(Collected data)

--------------------------------

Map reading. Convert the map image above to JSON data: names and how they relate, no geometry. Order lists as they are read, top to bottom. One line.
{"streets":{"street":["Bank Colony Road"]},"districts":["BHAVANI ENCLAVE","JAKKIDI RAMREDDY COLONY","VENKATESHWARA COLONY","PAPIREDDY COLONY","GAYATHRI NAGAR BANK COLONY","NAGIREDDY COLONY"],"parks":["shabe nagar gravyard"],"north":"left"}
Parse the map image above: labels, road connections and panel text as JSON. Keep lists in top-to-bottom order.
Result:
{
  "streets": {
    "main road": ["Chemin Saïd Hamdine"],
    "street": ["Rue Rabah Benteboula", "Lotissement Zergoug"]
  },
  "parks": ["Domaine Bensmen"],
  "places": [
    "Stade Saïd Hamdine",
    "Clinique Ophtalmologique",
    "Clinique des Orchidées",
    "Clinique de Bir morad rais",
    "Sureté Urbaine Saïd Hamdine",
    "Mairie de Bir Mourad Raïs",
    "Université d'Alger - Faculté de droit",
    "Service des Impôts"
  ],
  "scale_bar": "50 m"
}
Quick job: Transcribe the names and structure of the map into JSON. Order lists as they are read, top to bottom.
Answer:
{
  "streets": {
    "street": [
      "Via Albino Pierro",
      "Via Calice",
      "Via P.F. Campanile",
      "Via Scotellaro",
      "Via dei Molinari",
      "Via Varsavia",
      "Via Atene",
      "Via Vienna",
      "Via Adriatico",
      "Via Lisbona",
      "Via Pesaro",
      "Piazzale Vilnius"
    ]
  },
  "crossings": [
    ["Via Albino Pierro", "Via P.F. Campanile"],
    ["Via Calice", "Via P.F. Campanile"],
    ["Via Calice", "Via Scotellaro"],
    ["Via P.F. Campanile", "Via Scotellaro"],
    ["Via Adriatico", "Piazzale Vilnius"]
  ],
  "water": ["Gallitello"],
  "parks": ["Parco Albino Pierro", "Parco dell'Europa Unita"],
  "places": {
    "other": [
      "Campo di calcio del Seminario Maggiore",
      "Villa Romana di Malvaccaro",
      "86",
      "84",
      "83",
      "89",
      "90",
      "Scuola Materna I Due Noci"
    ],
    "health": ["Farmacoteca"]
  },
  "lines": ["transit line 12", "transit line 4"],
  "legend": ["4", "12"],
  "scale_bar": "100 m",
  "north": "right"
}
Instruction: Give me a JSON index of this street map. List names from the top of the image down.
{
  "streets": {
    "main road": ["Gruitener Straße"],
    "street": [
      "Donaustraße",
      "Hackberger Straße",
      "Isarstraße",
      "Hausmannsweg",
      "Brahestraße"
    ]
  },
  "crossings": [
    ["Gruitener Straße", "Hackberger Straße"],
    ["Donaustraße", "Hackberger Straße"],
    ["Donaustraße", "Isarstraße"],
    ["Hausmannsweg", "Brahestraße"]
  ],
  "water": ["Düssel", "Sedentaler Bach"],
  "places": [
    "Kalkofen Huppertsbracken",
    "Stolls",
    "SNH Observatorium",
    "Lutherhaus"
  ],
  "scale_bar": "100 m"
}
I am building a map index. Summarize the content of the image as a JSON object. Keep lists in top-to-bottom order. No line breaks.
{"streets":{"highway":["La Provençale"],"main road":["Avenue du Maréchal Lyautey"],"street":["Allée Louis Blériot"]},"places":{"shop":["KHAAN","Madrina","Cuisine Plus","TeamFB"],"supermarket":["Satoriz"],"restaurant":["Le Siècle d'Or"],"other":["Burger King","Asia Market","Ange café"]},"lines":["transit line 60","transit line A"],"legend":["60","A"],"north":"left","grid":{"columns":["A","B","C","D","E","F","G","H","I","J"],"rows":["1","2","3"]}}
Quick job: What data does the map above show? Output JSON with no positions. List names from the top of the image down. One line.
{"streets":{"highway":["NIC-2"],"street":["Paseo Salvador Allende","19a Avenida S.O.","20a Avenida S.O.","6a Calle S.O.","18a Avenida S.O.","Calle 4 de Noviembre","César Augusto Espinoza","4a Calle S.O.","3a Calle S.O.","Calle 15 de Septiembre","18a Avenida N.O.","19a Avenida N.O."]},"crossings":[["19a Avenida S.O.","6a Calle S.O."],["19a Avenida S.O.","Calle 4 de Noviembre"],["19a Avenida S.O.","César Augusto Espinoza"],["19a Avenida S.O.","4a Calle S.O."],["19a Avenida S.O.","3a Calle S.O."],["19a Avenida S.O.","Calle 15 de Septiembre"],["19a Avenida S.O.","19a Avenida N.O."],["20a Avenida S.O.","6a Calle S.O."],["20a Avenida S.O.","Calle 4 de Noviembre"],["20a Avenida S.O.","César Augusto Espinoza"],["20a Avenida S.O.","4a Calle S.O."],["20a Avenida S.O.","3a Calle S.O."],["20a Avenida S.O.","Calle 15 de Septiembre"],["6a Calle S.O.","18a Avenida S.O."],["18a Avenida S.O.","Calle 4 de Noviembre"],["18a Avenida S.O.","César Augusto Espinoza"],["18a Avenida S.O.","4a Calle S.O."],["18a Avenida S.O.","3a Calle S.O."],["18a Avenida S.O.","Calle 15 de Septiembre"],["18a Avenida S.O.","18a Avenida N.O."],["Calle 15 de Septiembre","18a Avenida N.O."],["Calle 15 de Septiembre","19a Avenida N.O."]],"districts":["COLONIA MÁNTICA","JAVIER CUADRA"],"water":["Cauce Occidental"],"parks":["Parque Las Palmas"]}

--------------------------------

## PROBLEM TO WORK ON
The response must contain every entry, each one identical to the original.

## ANSWER TO THIS TASK
Map reading. Convert the map image above to JSON data: names and how they relate, no geometry. Order lists as they are read, top to bottom. One line.
{"streets":{"street":["Bank Colony Road"]},"districts":["BHAVANI ENCLAVE","JAKKIDI RAMREDDY COLONY","VENKATESHWARA COLONY","PAPIREDDY COLONY","GAYATHRI NAGAR BANK COLONY","NAGIREDDY COLONY"],"parks":["shabe nagar gravyard"],"north":"left"}
Parse the map image above: labels, road connections and panel text as JSON. Keep lists in top-to-bottom order.
Result:
{
  "streets": {
    "main road": ["Chemin Saïd Hamdine"],
    "street": ["Rue Rabah Benteboula", "Lotissement Zergoug"]
  },
  "parks": ["Domaine Bensmen"],
  "places": [
    "Stade Saïd Hamdine",
    "Clinique Ophtalmologique",
    "Clinique des Orchidées",
    "Clinique de Bir morad rais",
    "Sureté Urbaine Saïd Hamdine",
    "Mairie de Bir Mourad Raïs",
    "Université d'Alger - Faculté de droit",
    "Service des Impôts"
  ],
  "scale_bar": "50 m"
}
Quick job: Transcribe the names and structure of the map into JSON. Order lists as they are read, top to bottom.
Answer:
{
  "streets": {
    "street": [
      "Via Albino Pierro",
      "Via Calice",
      "Via P.F. Campanile",
      "Via Scotellaro",
      "Via dei Molinari",
      "Via Varsavia",
      "Via Atene",
      "Via Vienna",
      "Via Adriatico",
      "Via Lisbona",
      "Via Pesaro",
      "Piazzale Vilnius"
    ]
  },
  "crossings": [
    ["Via Albino Pierro", "Via P.F. Campanile"],
    ["Via Calice", "Via P.F. Campanile"],
    ["Via Calice", "Via Scotellaro"],
    ["Via P.F. Campanile", "Via Scotellaro"],
    ["Via Adriatico", "Piazzale Vilnius"]
  ],
  "water": ["Gallitello"],
  "parks": ["Parco Albino Pierro", "Parco dell'Europa Unita"],
  "places": {
    "other": [
      "Campo di calcio del Seminario Maggiore",
      "Villa Romana di Malvaccaro",
      "86",
      "84",
      "83",
      "89",
      "90",
      "Scuola Materna I Due Noci"
    ],
    "health": ["Farmacoteca"]
  },
  "lines": ["transit line 12", "transit line 4"],
  "legend": ["4", "12"],
  "scale_bar": "100 m",
  "north": "right"
}
Instruction: Give me a JSON index of this street map. List names from the top of the image down.
{
  "streets": {
    "main road": ["Gruitener Straße"],
    "street": [
      "Donaustraße",
      "Hackberger Straße",
      "Isarstraße",
      "Hausmannsweg",
      "Brahestraße"
    ]
  },
  "crossings": [
    ["Gruitener Straße", "Hackberger Straße"],
    ["Donaustraße", "Hackberger Straße"],
    ["Donaustraße", "Isarstraße"],
    ["Hausmannsweg", "Brahestraße"]
  ],
  "water": ["Düssel", "Sedentaler Bach"],
  "places": [
    "Kalkofen Huppertsbracken",
    "Stolls",
    "SNH Observatorium",
    "Lutherhaus"
  ],
  "scale_bar": "100 m"
}
I am building a map index. Summarize the content of the image as a JSON object. Keep lists in top-to-bottom order. No line breaks.
{"streets":{"highway":["La Provençale"],"main road":["Avenue du Maréchal Lyautey"],"street":["Allée Louis Blériot"]},"places":{"shop":["KHAAN","Madrina","Cuisine Plus","TeamFB"],"supermarket":["Satoriz"],"restaurant":["Le Siècle d'Or"],"other":["Burger King","Asia Market","Ange café"]},"lines":["transit line 60","transit line A"],"legend":["60","A"],"north":"left","grid":{"columns":["A","B","C","D","E","F","G","H","I","J"],"rows":["1","2","3"]}}
Quick job: What data does the map above show? Output JSON with no positions. List names from the top of the image down. One line.
{"streets":{"highway":["NIC-2"],"street":["Paseo Salvador Allende","19a Avenida S.O.","20a Avenida S.O.","6a Calle S.O.","18a Avenida S.O.","Calle 4 de Noviembre","César Augusto Espinoza","4a Calle S.O.","3a Calle S.O.","Calle 15 de Septiembre","18a Avenida N.O.","19a Avenida N.O."]},"crossings":[["19a Avenida S.O.","6a Calle S.O."],["19a Avenida S.O.","Calle 4 de Noviembre"],["19a Avenida S.O.","César Augusto Espinoza"],["19a Avenida S.O.","4a Calle S.O."],["19a Avenida S.O.","3a Calle S.O."],["19a Avenida S.O.","Calle 15 de Septiembre"],["19a Avenida S.O.","19a Avenida N.O."],["20a Avenida S.O.","6a Calle S.O."],["20a Avenida S.O.","Calle 4 de Noviembre"],["20a Avenida S.O.","César Augusto Espinoza"],["20a Avenida S.O.","4a Calle S.O."],["20a Avenida S.O.","3a Calle S.O."],["20a Avenida S.O.","Calle 15 de Septiembre"],["6a Calle S.O.","18a Avenida S.O."],["18a Avenida S.O.","Calle 4 de Noviembre"],["18a Avenida S.O.","César Augusto Espinoza"],["18a Avenida S.O.","4a Calle S.O."],["18a Avenida S.O.","3a Calle S.O."],["18a Avenida S.O.","Calle 15 de Septiembre"],["18a Avenida S.O.","18a Avenida N.O."],["Calle 15 de Septiembre","18a Avenida N.O."],["Calle 15 de Septiembre","19a Avenida N.O."]],"districts":["COLONIA MÁNTICA","JAVIER CUADRA"],"water":["Cauce Occidental"],"parks":["Parque Las Palmas"]}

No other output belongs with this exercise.